Inoltre, dal momento che la competenza di quest’ultimo a decidere in merito ai
ricorsi contro le decisioni adottate dai Consigli dell’ordine locali è prevista
dalla legge, che non è di natura opzionale e che le decisioni che esso adotta
nell’esercizio della propria competenza hanno efficacia esecutiva, ne risulta
che la giurisdizione di tale organo è obbligatoria. È infine pacifico, da un
lato, che la procedura applicabile dinanzi al Consiglio Nazionale Forense,
ampiamente ispirata alle norme della procedura civile, è di natura
contraddittoria nelle sue fasi sia scritta che orale e, dall’altro, che tale
organo statuisce in diritto.
21 Quanto al
requisito dell’indipendenza, occorre, in primo luogo, rilevare che, in
particolare dalle indicazioni del governo italiano, risulta che, sebbene il
Consiglio Nazionale Forense sia un organo composto da consiglieri eletti dai
membri dei diversi Consigli dell’ordine locali tra gli avvocati ammessi al
patrocinio dinanzi alla Corte suprema di cassazione, e sebbene i membri di tali
Consigli siano essi stessi eletti dagli avvocati iscritti all’albo dell’ordine
degli avvocati interessato, la carica di consigliere nazionale è incompatibile,
in particolare, con quella di membro di un Consiglio dell’ordine degli avvocati
locale.
22 In secondo
luogo, risulta che il Consiglio Nazionale Forense è soggetto alle garanzie
previste dalla Costituzione italiana in materia di indipendenza e di
imparzialità dei giudici. Inoltre esso esercita le proprie funzioni in piena
autonomia, senza vincoli di subordinazione nei confronti di alcuno e senza
ricevere ordini o istruzioni da alcuna fonte. Peraltro ad esso sono pienamente
applicabili le disposizioni del codice di procedura civile italiano in materia
di astensione e ricusazione.
23 In terzo
luogo, come confermato in udienza dal governo italiano, a differenza di un
Consiglio dell’ordine degli avvocati locale che, nell’ambito del procedimento
avviato dal ricorso contro una decisione del Consiglio dell’ordine medesimo, è
una parte dinanzi al Consiglio Nazionale Forense, quest’ultimo non può essere
parte nel procedimento avviato dinanzi alla Corte suprema di cassazione contro
la decisione in merito al ricorso avverso il Consiglio dell’ordine interessato.

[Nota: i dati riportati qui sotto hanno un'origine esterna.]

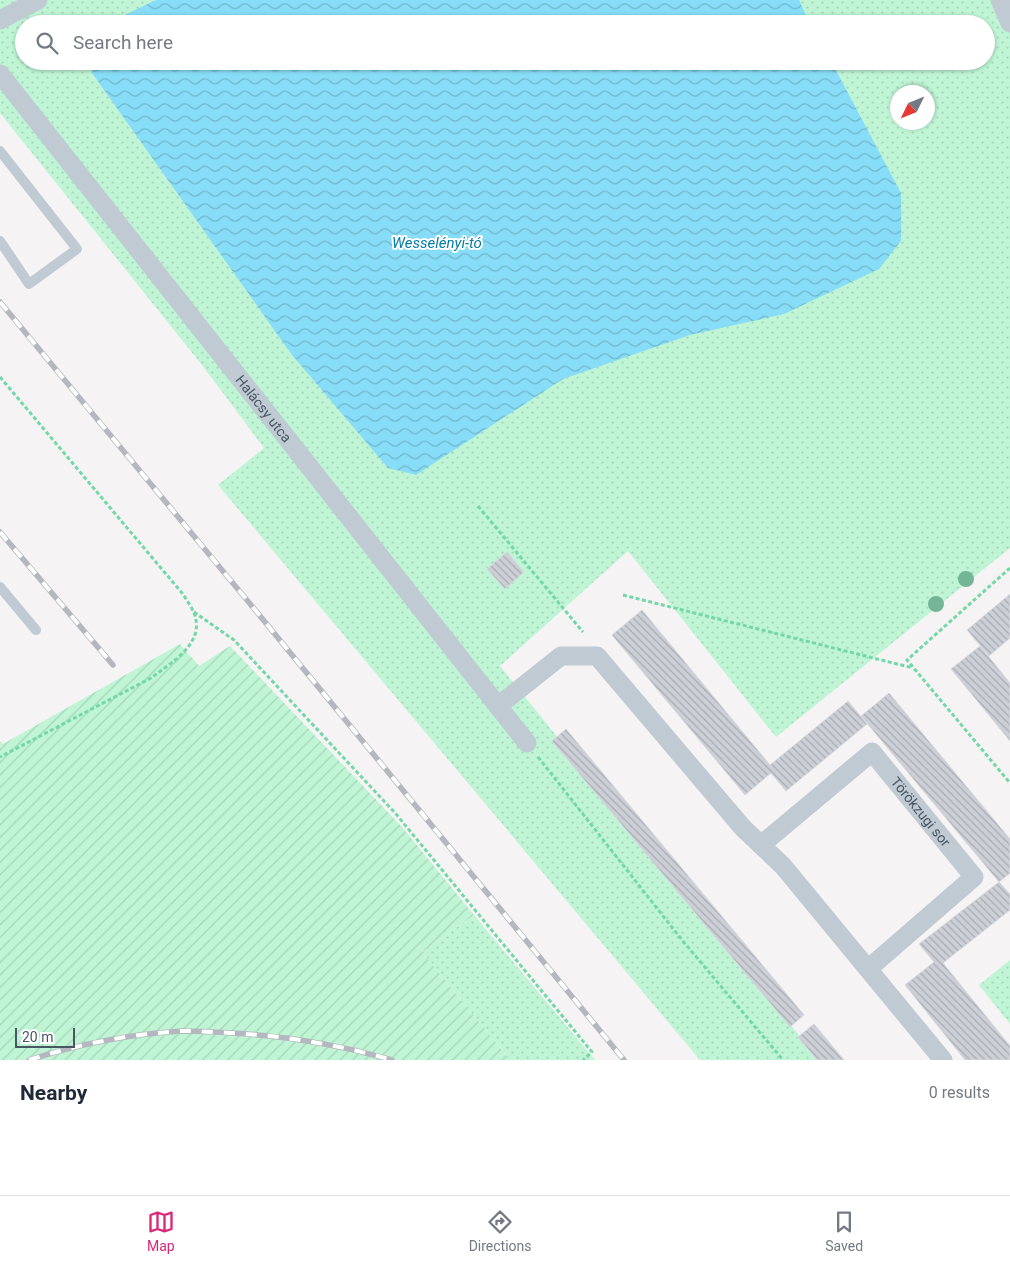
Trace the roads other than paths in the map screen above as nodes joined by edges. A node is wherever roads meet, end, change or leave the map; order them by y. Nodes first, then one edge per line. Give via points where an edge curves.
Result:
1 (38, 0) edge
2 (1000, 0) edge
3 (0, 20) edge
4 (1010, 23) edge
5 (0, 74) edge
6 (0, 151) edge
7 (0, 241) edge
8 (0, 587) edge
9 (36, 630) dead end
10 (498, 706) junction
11 (527, 743) road end
12 (761, 845) junction
13 (868, 969) junction
14 (943, 1060) edge

1 - 3 street
2 - 4 street
5 - 10 street, Halácsy utca
6 - 7 lane via 77,249 29,284
8 - 9 lane
10 - 11 street, Halácsy utca
10 - 12 street via 561,656 597,656
12 - 13 street via 783,866
12 - 13 street, Törökzugi sor via 872,752 974,877
13 - 14 street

Il Consiglio Nazionale Forense possiede pertanto, come richiesto dalla
giurisprudenza della Corte (v. sentenza Wilson, EU:C:2006:587,
punto 49), la posizione di terzietà rispetto all’autorità che ha adottato la
decisione oggetto del ricorso.
24 Infine, dal
fascicolo risulta che, secondo una prassi costante, il consigliere nazionale
proveniente dal Consiglio dell’ordine degli avvocati interessato dalla domanda
di iscrizione non fa parte del collegio giudicante del Consiglio Nazionale
Forense, fatta salva la piena applicabilità delle norme che disciplinano
l’astensione e la ricusazione previste dal codice di procedura civile italiano.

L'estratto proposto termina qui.